Every record must reappear in the answer exactly as given.

# Records supplied:
--------------------

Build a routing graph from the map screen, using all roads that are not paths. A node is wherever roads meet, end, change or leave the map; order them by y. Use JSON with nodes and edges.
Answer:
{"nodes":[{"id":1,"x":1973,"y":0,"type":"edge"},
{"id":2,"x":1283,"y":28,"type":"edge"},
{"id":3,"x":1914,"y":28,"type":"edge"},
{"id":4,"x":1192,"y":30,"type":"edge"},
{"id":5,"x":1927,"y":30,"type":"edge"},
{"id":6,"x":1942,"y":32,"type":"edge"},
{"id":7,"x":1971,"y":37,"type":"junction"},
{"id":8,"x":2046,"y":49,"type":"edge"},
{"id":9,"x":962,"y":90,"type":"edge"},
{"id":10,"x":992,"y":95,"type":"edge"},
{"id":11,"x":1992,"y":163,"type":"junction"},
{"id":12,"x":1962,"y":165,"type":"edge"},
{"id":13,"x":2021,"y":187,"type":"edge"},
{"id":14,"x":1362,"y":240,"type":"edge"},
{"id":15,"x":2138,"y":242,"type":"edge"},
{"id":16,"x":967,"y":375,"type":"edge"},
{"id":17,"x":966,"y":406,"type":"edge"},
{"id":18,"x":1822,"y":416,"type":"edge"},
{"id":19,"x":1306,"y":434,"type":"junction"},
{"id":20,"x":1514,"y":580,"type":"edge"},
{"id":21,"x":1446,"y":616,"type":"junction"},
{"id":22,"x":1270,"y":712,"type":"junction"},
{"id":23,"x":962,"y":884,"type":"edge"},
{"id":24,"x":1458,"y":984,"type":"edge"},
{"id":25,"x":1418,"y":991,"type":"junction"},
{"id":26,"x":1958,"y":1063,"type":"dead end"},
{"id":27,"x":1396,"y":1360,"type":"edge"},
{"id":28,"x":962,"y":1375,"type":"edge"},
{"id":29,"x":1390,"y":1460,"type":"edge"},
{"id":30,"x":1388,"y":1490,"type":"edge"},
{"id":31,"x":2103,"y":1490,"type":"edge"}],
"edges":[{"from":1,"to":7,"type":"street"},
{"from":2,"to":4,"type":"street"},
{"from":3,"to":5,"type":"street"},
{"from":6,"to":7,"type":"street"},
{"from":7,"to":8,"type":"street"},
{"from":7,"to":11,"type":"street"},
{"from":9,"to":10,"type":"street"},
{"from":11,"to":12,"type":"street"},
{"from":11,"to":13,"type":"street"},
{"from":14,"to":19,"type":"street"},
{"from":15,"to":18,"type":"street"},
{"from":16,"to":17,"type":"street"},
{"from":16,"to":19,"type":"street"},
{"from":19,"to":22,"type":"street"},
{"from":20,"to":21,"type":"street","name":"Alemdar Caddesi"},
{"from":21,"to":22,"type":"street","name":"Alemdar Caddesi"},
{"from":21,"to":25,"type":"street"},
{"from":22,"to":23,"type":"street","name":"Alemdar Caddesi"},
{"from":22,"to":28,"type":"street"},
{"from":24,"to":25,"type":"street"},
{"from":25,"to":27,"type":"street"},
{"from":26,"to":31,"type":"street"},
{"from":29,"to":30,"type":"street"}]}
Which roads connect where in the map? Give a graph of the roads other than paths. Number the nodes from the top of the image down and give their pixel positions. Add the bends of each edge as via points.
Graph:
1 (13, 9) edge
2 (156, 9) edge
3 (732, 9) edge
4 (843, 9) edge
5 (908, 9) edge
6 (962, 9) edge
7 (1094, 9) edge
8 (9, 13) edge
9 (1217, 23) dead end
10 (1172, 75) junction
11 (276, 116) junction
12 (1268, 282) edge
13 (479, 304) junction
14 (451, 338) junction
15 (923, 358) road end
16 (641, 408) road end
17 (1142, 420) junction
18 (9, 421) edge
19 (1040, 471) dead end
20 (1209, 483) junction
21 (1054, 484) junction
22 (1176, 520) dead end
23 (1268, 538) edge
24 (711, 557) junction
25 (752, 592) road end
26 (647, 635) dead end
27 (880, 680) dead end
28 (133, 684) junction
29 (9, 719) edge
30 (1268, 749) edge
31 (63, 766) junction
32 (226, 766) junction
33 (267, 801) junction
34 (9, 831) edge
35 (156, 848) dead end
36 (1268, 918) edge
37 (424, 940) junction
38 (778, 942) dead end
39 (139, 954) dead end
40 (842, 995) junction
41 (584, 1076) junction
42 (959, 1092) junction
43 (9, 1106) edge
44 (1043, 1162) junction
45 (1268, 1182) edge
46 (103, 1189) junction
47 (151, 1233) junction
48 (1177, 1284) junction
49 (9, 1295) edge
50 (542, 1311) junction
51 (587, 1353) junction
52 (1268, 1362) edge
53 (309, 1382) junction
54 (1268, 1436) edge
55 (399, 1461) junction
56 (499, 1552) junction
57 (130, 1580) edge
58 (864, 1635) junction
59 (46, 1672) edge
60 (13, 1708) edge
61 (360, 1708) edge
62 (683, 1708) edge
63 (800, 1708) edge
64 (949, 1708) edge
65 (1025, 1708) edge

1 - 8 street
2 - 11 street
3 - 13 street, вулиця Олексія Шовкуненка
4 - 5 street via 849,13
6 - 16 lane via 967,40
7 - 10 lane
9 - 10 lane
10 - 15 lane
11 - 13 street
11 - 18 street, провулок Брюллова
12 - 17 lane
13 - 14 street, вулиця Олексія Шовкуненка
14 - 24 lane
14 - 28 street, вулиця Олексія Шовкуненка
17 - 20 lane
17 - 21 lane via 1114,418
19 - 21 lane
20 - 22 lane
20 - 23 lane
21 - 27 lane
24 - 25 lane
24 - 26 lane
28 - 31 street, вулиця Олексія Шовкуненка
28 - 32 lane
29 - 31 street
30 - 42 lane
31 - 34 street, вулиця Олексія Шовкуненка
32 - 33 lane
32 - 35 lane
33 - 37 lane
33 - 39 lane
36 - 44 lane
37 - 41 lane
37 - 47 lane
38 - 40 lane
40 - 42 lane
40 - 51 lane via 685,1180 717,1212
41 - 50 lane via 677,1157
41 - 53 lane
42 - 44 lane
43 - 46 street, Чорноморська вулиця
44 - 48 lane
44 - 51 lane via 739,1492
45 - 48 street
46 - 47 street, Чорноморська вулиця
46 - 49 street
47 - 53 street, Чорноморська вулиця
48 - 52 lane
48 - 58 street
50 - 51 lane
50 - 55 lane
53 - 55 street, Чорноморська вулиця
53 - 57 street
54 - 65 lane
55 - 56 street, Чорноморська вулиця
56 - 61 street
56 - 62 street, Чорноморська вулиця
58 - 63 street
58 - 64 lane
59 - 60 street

--------------------

# Your response:
Build a routing graph from the map screen, using all roads that are not paths. A node is wherever roads meet, end, change or leave the map; order them by y. Use JSON with nodes and edges.
Answer:
{"nodes":[{"id":1,"x":1973,"y":0,"type":"edge"},
{"id":2,"x":1283,"y":28,"type":"edge"},
{"id":3,"x":1914,"y":28,"type":"edge"},
{"id":4,"x":1192,"y":30,"type":"edge"},
{"id":5,"x":1927,"y":30,"type":"edge"},
{"id":6,"x":1942,"y":32,"type":"edge"},
{"id":7,"x":1971,"y":37,"type":"junction"},
{"id":8,"x":2046,"y":49,"type":"edge"},
{"id":9,"x":962,"y":90,"type":"edge"},
{"id":10,"x":992,"y":95,"type":"edge"},
{"id":11,"x":1992,"y":163,"type":"junction"},
{"id":12,"x":1962,"y":165,"type":"edge"},
{"id":13,"x":2021,"y":187,"type":"edge"},
{"id":14,"x":1362,"y":240,"type":"edge"},
{"id":15,"x":2138,"y":242,"type":"edge"},
{"id":16,"x":967,"y":375,"type":"edge"},
{"id":17,"x":966,"y":406,"type":"edge"},
{"id":18,"x":1822,"y":416,"type":"edge"},
{"id":19,"x":1306,"y":434,"type":"junction"},
{"id":20,"x":1514,"y":580,"type":"edge"},
{"id":21,"x":1446,"y":616,"type":"junction"},
{"id":22,"x":1270,"y":712,"type":"junction"},
{"id":23,"x":962,"y":884,"type":"edge"},
{"id":24,"x":1458,"y":984,"type":"edge"},
{"id":25,"x":1418,"y":991,"type":"junction"},
{"id":26,"x":1958,"y":1063,"type":"dead end"},
{"id":27,"x":1396,"y":1360,"type":"edge"},
{"id":28,"x":962,"y":1375,"type":"edge"},
{"id":29,"x":1390,"y":1460,"type":"edge"},
{"id":30,"x":1388,"y":1490,"type":"edge"},
{"id":31,"x":2103,"y":1490,"type":"edge"}],
"edges":[{"from":1,"to":7,"type":"street"},
{"from":2,"to":4,"type":"street"},
{"from":3,"to":5,"type":"street"},
{"from":6,"to":7,"type":"street"},
{"from":7,"to":8,"type":"street"},
{"from":7,"to":11,"type":"street"},
{"from":9,"to":10,"type":"street"},
{"from":11,"to":12,"type":"street"},
{"from":11,"to":13,"type":"street"},
{"from":14,"to":19,"type":"street"},
{"from":15,"to":18,"type":"street"},
{"from":16,"to":17,"type":"street"},
{"from":16,"to":19,"type":"street"},
{"from":19,"to":22,"type":"street"},
{"from":20,"to":21,"type":"street","name":"Alemdar Caddesi"},
{"from":21,"to":22,"type":"street","name":"Alemdar Caddesi"},
{"from":21,"to":25,"type":"street"},
{"from":22,"to":23,"type":"street","name":"Alemdar Caddesi"},
{"from":22,"to":28,"type":"street"},
{"from":24,"to":25,"type":"street"},
{"from":25,"to":27,"type":"street"},
{"from":26,"to":31,"type":"street"},
{"from":29,"to":30,"type":"street"}]}
Which roads connect where in the map? Give a graph of the roads other than paths. Number the nodes from the top of the image down and give their pixel positions. Add the bends of each edge as via points.
Graph:
1 (13, 9) edge
2 (156, 9) edge
3 (732, 9) edge
4 (843, 9) edge
5 (908, 9) edge
6 (962, 9) edge
7 (1094, 9) edge
8 (9, 13) edge
9 (1217, 23) dead end
10 (1172, 75) junction
11 (276, 116) junction
12 (1268, 282) edge
13 (479, 304) junction
14 (451, 338) junction
15 (923, 358) road end
16 (641, 408) road end
17 (1142, 420) junction
18 (9, 421) edge
19 (1040, 471) dead end
20 (1209, 483) junction
21 (1054, 484) junction
22 (1176, 520) dead end
23 (1268, 538) edge
24 (711, 557) junction
25 (752, 592) road end
26 (647, 635) dead end
27 (880, 680) dead end
28 (133, 684) junction
29 (9, 719) edge
30 (1268, 749) edge
31 (63, 766) junction
32 (226, 766) junction
33 (267, 801) junction
34 (9, 831) edge
35 (156, 848) dead end
36 (1268, 918) edge
37 (424, 940) junction
38 (778, 942) dead end
39 (139, 954) dead end
40 (842, 995) junction
41 (584, 1076) junction
42 (959, 1092) junction
43 (9, 1106) edge
44 (1043, 1162) junction
45 (1268, 1182) edge
46 (103, 1189) junction
47 (151, 1233) junction
48 (1177, 1284) junction
49 (9, 1295) edge
50 (542, 1311) junction
51 (587, 1353) junction
52 (1268, 1362) edge
53 (309, 1382) junction
54 (1268, 1436) edge
55 (399, 1461) junction
56 (499, 1552) junction
57 (130, 1580) edge
58 (864, 1635) junction
59 (46, 1672) edge
60 (13, 1708) edge
61 (360, 1708) edge
62 (683, 1708) edge
63 (800, 1708) edge
64 (949, 1708) edge
65 (1025, 1708) edge

1 - 8 street
2 - 11 street
3 - 13 street, вулиця Олексія Шовкуненка
4 - 5 street via 849,13
6 - 16 lane via 967,40
7 - 10 lane
9 - 10 lane
10 - 15 lane
11 - 13 street
11 - 18 street, провулок Брюллова
12 - 17 lane
13 - 14 street, вулиця Олексія Шовкуненка
14 - 24 lane
14 - 28 street, вулиця Олексія Шовкуненка
17 - 20 lane
17 - 21 lane via 1114,418
19 - 21 lane
20 - 22 lane
20 - 23 lane
21 - 27 lane
24 - 25 lane
24 - 26 lane
28 - 31 street, вулиця Олексія Шовкуненка
28 - 32 lane
29 - 31 street
30 - 42 lane
31 - 34 street, вулиця Олексія Шовкуненка
32 - 33 lane
32 - 35 lane
33 - 37 lane
33 - 39 lane
36 - 44 lane
37 - 41 lane
37 - 47 lane
38 - 40 lane
40 - 42 lane
40 - 51 lane via 685,1180 717,1212
41 - 50 lane via 677,1157
41 - 53 lane
42 - 44 lane
43 - 46 street, Чорноморська вулиця
44 - 48 lane
44 - 51 lane via 739,1492
45 - 48 street
46 - 47 street, Чорноморська вулиця
46 - 49 street
47 - 53 street, Чорноморська вулиця
48 - 52 lane
48 - 58 street
50 - 51 lane
50 - 55 lane
53 - 55 street, Чорноморська вулиця
53 - 57 street
54 - 65 lane
55 - 56 street, Чорноморська вулиця
56 - 61 street
56 - 62 street, Чорноморська вулиця
58 - 63 street
58 - 64 lane
59 - 60 street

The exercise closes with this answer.